I am eager to ensure that the bill makes the procurement process more accessible. For example, I am disappointed that there is no mechanism provided to allow large projects to be de-bundled to provide a number of smaller contracts that local companies could bid on.

The proposals for community benefit clauses offer some improvement in this regard but only kick in where a project is worth over £4m.  The procurement process should be about embedding local benefits across the whole system, not just about bolting sweeteners on to large contracts.

The bill has prompted a great deal of discussion among the voluntary sector and, ahead of the debate, MSPs received briefings from a range of groups.  I particularly welcomed the SCVO’s contribution to the debate and was interested in their proposal to differentiate between ‘classic’ procurement (buying things) and ‘service’ procurement (buying services for people).

I highlighted this in the context of care services – an industry characterised by low wages and high staff turnover.  A specific ‘service’ procurement approach could help to improve the conditions of workers and the standards of services that are provided.

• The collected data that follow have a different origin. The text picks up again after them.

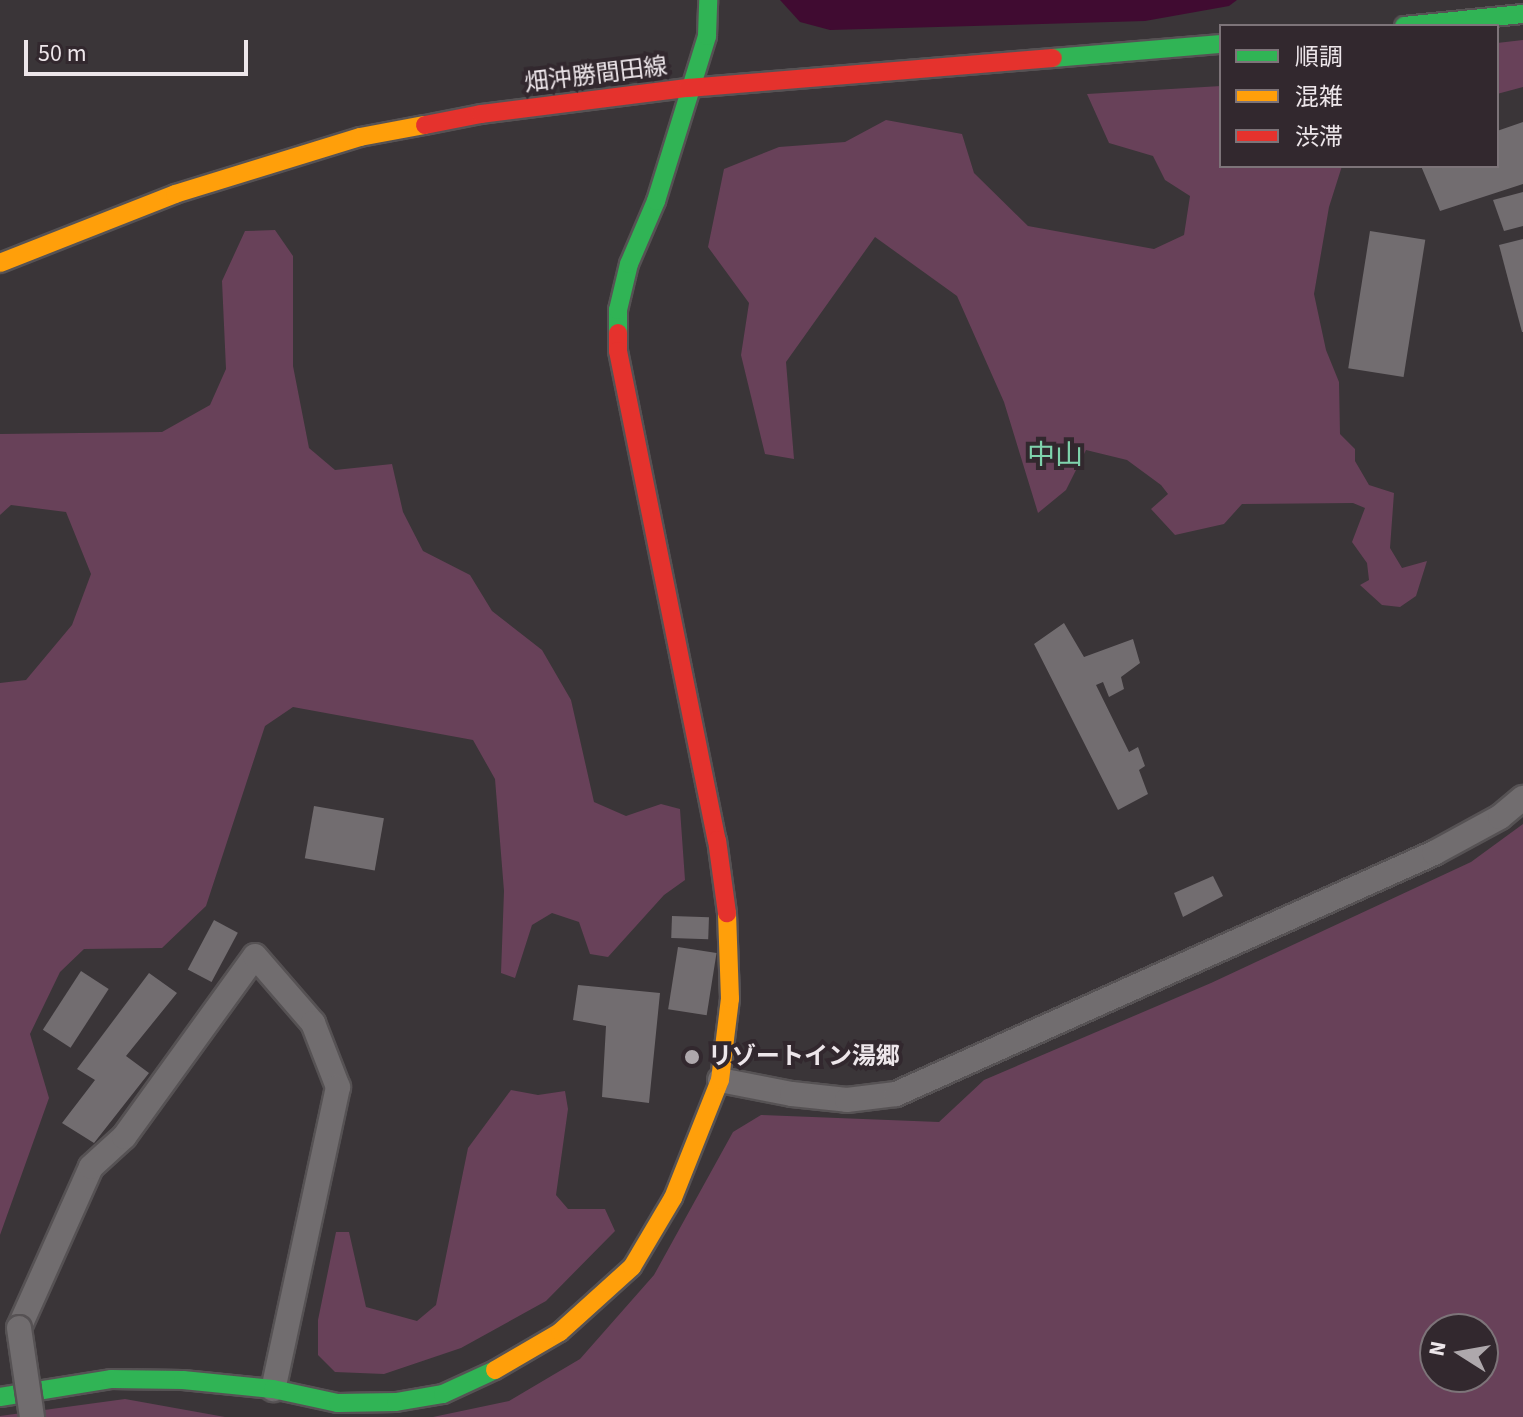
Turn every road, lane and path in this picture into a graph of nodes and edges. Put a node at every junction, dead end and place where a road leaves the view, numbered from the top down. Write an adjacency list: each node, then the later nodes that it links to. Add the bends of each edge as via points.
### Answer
1 (708, 0): 5 (street, via 707,36)
2 (1523, 14): 3 (street)
3 (1424, 24)
4 (1219, 44): 5 (street, 畑沖勝間田線)
5 (688, 88): 6 (street, 畑沖勝間田線, via 481,114 360,137 175,194); 8 (street, via 656,201 629,264 618,310 618,351 717,840 729,927 730,999)
6 (0, 263)
7 (1523, 798): 8 (street, via 1500,817 1434,853 896,1094 847,1100)
8 (720, 1080): 10 (street, via 673,1198 632,1267 560,1332)
9 (273, 1389): 10 (street, via 338,1403); 11 (street, via 111,1379); 12 (street, bridge, via 338,1087 313,1023 255,956 124,1137 91,1167 19,1328)
10 (443, 1394): 13 (street)
11 (0, 1397)
12 (32, 1417)
13 (429, 1417)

Linked to this is the concept of the living wage, calculated at a level above the minimum wage that allows households to avoid poverty.  In the build up to the bill’s development, I have supported calls to look at how the public sector can set a positive example by delivering the living wage to those working on public contracts.  The Scottish Government has cited case law against the inclusion of the living wage but I am urging them to consider alternative views put forwards by Unison among others.

Elsewhere in the bill, I am keen to see provision that would promote environmental standards to help us meet climate change targets.  As a practical example, I spoke about the provision of free school meals and how, through procurement, we should be aiming to promote the use of locally sourced and fair trade produce.

I also spoke about supported employment opportunities and the need to ensure opportunities for disabled workers.  Under European Law, contracts can be reserved for supported businesses.  However, I do not believe that the current regime encourages authorities to be proactive in awarding contracts to supported employment businesses.

On the whole, the debate was a positive one and I hope that the Cabinet Secretary, Nicola Sturgeon, follows up on her promise to consider amendments with an open mind.  I am discussing a variety of issues with colleagues such as blacklisting and the environmental monitoring to ensure that there are amendments submitted for stage 2 and will be monitoring the bill closely as it makes its way through Parliament.